Anyway, I insisted the former mayor buy a deluxe-edition copy of Charlie Parker with Strings (at half off the $18.99 sticker price, it was one hell of a good deal). He resisted, then relented, but not before sharing tremendous tales of how the Supremes and Miles Davis and other jazz and R&B performers used to stay at his parents' house in Austin, back when African-American performers stayed at ordinary folks' homes since they had trouble getting decent hotel rooms. I really miss Kirk; if nothing else, the man's not short on stories.

So, back to Tower. As you read here first, it's going outta business any day now, and it's being liquidated at a quick pace that's getting quicker every day. Yesterday, everything in the story was 40 percent off--save for hip-hop, which was 70 percent off. Today, rock and pop's 40 percent off, plus an additional 20 percent off on top of that--but only for today, which means you might wanna stop by on the way home. (By the waym that comes out to 52 percent off, if my friend Chris does his math right.) Really, you must go today: Titles I thought about picking up yesterday--when Tower had people working street corners with flashy signs advertising 40 to 60 percent off everything--were gone this afternoon, and the place was relatively packed during lunch. Like I said, saw the ex-mayor, and he was holding.

As it turns out, the entire place is 40 percent off--everything from expensive and hard-to-find Criterion Collection DVD boxed sets to brand-new releases by the likes of The Rapture and Pearl Jam to back catalog standards to Japanese versions of Bruce Springsteen albums to Jimmy Olsen action figures to blank-page journals. (Uh, Christmas presents, anyone?) Even the CD racks themselves are for sale, for between $50 to $100--though I am sure you can get them cheaper than that. Just talk to the manager. Thinking of opening a CD store? Nothing better than one going out of business.
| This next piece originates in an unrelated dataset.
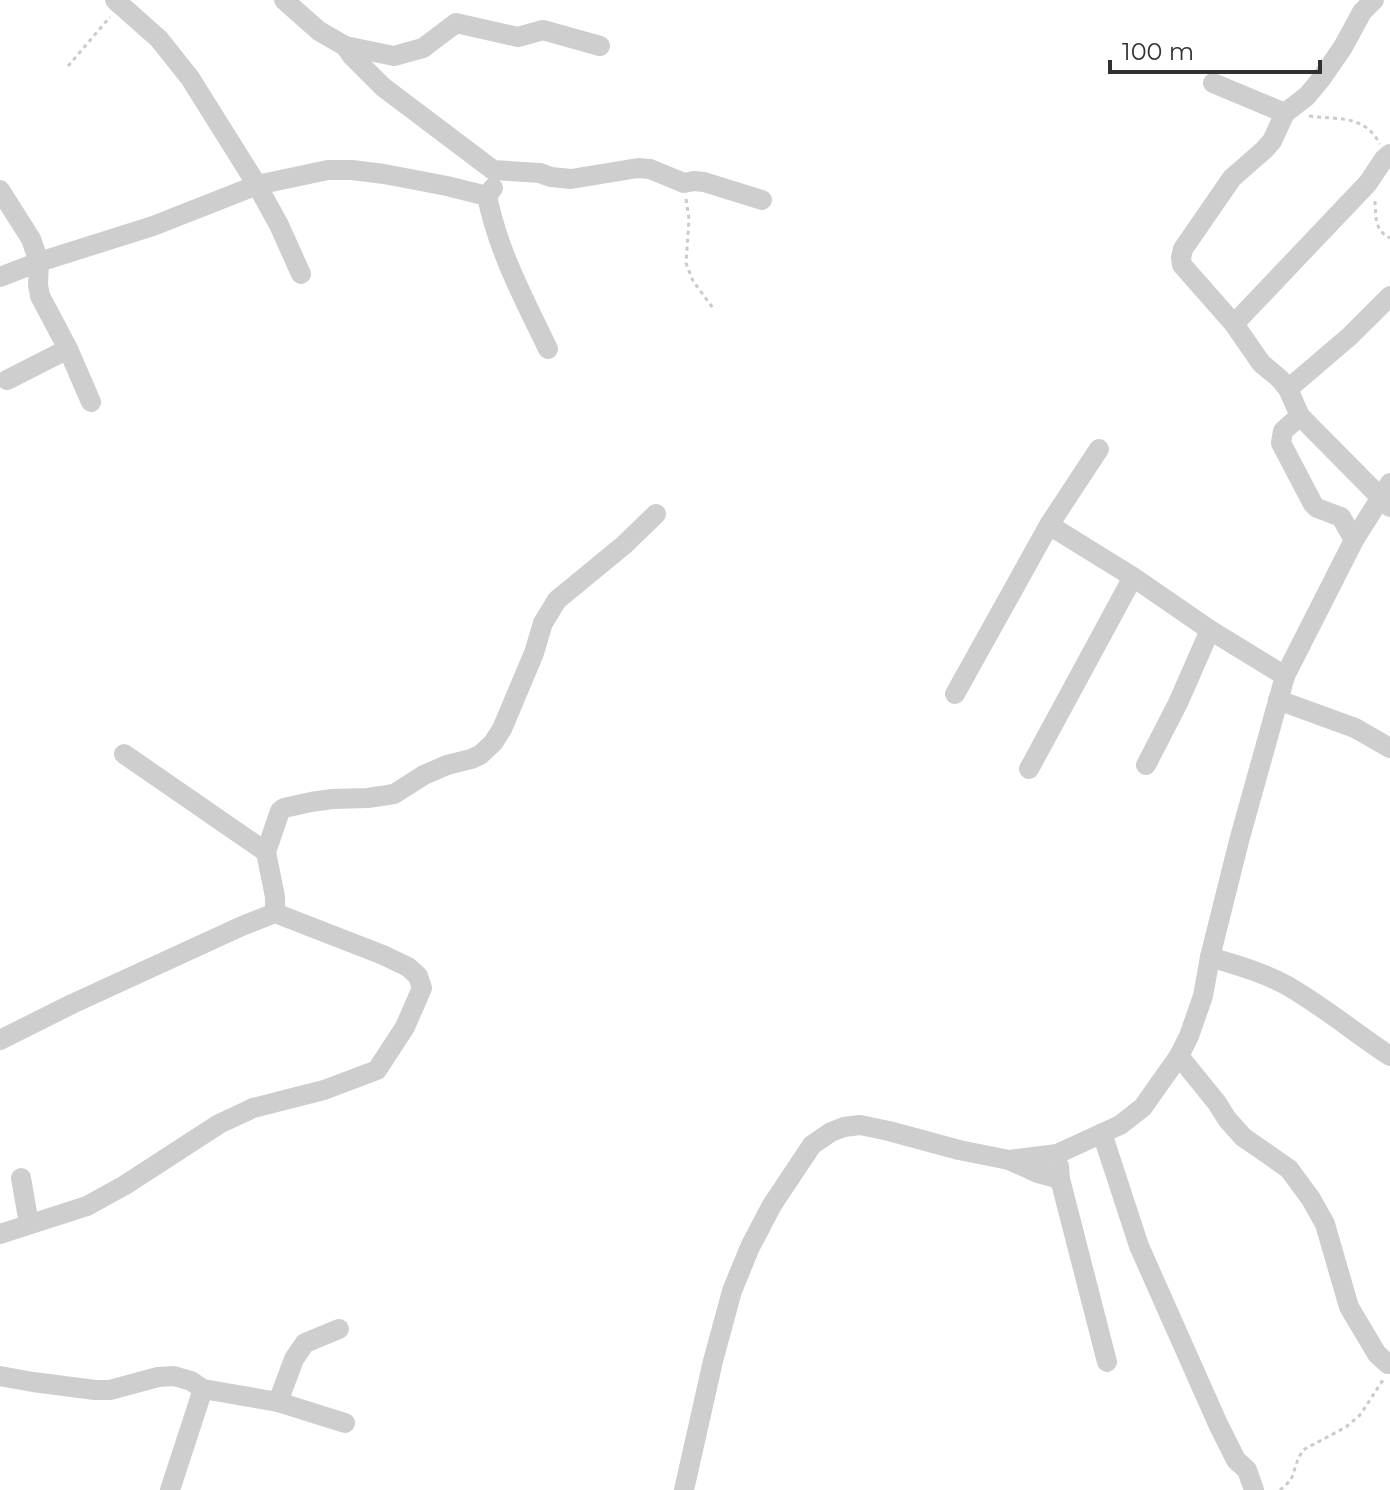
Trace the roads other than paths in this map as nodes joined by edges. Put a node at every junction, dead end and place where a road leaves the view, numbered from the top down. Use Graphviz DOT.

Several employees I talked to said the discounts are fluctuating fast and furious as Tower tries to ditch all its product before Christmas. There's no word when the Tower will close for good--word is, they wanna lock the doors before the year's end--but the place is emptying faster now than when it was only offering 20 percent off product. Entire sections of the store are barren now; there are but a few boxed sets left, for instance, where once the section covered half a brick wall.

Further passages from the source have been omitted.